The GST regime has already brought about a significant change for the IT industry when it comes to regulatory compliance. As the demand for IT services increased after the pandemic, technology majors deployed various solutions for more efficient financial management.

“IT spending across all industries has increased dramatically. For our internal IT journey as well, digitization has seen a boom over the past 18 months as we move towards a more digital organization. While IT companies provide many services to external IT, internal IT can sometimes be a little late in catching up. The pandemic has highlighted the importance of internal IT to us, ”said Vaidyanathan Mahadevan, CFO, Polaris Consulting and Services Ltd.
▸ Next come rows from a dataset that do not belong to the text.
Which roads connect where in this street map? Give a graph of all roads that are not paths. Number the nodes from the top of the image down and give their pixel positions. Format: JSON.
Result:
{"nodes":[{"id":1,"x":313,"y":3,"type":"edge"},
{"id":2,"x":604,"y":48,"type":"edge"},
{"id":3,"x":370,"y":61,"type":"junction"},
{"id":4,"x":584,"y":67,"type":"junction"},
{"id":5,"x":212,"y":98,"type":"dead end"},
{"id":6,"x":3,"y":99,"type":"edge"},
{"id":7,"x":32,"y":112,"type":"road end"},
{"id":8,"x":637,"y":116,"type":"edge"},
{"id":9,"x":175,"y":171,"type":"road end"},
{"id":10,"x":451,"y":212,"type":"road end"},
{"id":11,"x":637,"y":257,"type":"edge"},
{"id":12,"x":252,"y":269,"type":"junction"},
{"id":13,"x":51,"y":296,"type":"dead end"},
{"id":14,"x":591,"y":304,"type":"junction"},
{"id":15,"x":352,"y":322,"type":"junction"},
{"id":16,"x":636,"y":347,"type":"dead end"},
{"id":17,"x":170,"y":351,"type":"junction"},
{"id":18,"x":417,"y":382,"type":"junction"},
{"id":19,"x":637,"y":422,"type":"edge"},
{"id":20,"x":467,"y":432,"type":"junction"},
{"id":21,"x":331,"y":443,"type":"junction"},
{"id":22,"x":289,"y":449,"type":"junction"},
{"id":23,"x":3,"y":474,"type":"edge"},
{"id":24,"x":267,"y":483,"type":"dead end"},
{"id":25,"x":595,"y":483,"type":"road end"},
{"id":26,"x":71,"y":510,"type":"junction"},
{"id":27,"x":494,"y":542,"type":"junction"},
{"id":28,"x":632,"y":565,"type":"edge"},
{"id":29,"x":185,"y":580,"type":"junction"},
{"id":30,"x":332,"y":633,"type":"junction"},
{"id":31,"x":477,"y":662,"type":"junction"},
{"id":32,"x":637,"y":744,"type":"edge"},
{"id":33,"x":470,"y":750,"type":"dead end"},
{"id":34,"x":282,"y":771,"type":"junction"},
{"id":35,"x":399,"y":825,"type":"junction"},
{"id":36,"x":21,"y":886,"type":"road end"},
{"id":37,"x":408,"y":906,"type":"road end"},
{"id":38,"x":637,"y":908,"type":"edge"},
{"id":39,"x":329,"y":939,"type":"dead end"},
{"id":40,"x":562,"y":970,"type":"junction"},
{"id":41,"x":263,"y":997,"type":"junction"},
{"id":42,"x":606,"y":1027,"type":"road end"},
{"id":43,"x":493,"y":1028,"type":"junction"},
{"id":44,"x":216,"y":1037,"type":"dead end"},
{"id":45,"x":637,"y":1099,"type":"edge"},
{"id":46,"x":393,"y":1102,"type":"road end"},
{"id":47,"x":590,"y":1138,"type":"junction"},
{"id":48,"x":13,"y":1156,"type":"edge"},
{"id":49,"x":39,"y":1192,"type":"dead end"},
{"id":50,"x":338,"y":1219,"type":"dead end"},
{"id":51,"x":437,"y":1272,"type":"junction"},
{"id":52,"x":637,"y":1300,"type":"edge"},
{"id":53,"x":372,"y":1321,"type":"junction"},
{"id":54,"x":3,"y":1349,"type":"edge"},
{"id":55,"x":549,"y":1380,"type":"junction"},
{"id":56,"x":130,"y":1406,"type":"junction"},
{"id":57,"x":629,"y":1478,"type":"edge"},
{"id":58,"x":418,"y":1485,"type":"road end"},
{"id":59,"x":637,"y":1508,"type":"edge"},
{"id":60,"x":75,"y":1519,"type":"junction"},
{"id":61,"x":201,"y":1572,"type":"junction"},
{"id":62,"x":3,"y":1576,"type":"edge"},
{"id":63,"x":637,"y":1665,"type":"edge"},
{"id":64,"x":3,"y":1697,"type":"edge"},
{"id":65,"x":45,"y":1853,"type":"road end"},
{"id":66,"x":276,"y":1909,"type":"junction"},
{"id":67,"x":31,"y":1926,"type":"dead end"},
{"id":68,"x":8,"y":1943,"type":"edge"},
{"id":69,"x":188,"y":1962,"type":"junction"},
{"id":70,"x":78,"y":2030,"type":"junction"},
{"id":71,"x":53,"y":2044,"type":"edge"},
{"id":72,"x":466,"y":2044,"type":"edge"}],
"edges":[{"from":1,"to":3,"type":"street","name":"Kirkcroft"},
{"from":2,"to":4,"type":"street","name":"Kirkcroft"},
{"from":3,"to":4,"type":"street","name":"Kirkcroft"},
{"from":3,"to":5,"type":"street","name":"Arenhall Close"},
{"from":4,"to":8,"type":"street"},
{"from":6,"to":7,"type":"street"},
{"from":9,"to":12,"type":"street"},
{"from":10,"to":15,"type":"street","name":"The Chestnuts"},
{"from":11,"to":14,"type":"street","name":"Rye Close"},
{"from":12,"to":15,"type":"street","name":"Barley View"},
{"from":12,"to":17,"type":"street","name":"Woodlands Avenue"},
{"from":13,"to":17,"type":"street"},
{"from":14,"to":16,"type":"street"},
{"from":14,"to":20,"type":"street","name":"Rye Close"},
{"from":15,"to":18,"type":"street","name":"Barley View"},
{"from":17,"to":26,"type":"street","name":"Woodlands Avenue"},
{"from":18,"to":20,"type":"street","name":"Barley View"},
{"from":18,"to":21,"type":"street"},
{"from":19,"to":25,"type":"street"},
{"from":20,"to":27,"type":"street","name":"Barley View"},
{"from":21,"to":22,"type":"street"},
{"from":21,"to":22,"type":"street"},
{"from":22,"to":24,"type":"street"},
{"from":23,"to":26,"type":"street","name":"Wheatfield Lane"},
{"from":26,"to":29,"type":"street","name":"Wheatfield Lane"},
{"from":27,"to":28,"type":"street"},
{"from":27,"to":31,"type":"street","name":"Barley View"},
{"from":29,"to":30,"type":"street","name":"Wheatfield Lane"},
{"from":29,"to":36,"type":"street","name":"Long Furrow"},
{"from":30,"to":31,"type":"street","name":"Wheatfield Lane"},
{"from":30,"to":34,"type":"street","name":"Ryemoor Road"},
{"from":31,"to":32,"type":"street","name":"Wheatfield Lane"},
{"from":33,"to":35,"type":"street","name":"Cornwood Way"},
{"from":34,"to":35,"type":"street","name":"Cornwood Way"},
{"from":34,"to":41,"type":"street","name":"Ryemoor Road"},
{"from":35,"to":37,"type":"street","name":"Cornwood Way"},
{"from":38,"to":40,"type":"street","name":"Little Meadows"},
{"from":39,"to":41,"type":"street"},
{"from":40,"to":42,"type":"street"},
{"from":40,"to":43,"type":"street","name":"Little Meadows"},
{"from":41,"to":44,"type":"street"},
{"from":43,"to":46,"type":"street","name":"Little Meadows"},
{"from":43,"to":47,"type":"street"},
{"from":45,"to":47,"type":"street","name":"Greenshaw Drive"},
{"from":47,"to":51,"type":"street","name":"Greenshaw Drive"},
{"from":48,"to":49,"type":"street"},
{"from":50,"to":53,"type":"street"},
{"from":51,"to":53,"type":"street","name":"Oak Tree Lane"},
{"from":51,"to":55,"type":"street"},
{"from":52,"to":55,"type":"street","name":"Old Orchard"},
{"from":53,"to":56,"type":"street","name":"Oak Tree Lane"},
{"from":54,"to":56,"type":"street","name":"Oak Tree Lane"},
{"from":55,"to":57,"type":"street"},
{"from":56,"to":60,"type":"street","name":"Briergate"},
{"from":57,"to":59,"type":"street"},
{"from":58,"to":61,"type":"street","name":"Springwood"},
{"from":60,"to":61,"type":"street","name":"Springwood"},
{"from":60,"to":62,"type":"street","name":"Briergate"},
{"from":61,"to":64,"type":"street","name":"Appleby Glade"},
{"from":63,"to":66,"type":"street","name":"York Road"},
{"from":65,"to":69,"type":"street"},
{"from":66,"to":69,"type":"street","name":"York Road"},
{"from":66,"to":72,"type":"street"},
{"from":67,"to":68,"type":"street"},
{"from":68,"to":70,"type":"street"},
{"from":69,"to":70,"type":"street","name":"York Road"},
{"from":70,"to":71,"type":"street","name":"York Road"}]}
Stressing the need for compliant technology, which started from 2017 and then from the pandemic, Strategy Director Swaroop Repaka, Clear indicated some major reasons. “The first is the interdependence of compliance and supply chain functions and the second is the real-time compliance required for government which can only occur with technology with the vast pool of data available,” said he declared.

The tax rate for IT services and goods increased after the implementation of the GST. While a single GST tax replaced the VAT, services tax, and excise duties levied on the purchase of IT services, there have also been major changes in the IT e-commerce space. .

One of the biggest challenges encountered was the freezing of working capital and the cumbersome reimbursement process with the huge amount of paperwork involved. Another area that required technical intervention was the reconciliation of the ITC on a GST basis.

“This is a non-trivial issue because it involves working not only with corporate systems, but also with vendors and government. We need to bring them all together and integrate it deeply into the ERP of companies. It’s a layer above the ERP where a lot of smart reconciliations happen in real time and suppliers can log in in real time and know which invoices need to be put on hold. It puts this painful ITC journey on autopilot, ”said Repaka.

The government is moving very quickly on the compliance front, and traditional businesses, SMEs in particular, need to be at the cutting edge of technology when it comes to ensuring compliance. This will have an impact on sourcing decisions and working capital cycles for large companies and SMEs, of which GST is a part.

“The big companies were lucky because they were already automated in the processes. But, what I am seeing is that SMEs have yet to catch up with large companies and this is also hurting sourcing decisions and supply chain decisions. The government wants their control over responsibilities to be a sort of transit to large companies where at least B2B transactions need to be validated, ”said Sandip Dadkar, Chief Financial Officer, Cybage Software Private Limited.

So, is the golden age of finance here, especially when technology plays the role of catalyst? “If you look 10 to 20 years from now, the pace of technological change will be much faster than it has been in the last decade. We are not yet finished, but only at an inflection point, ”concluded Repaka.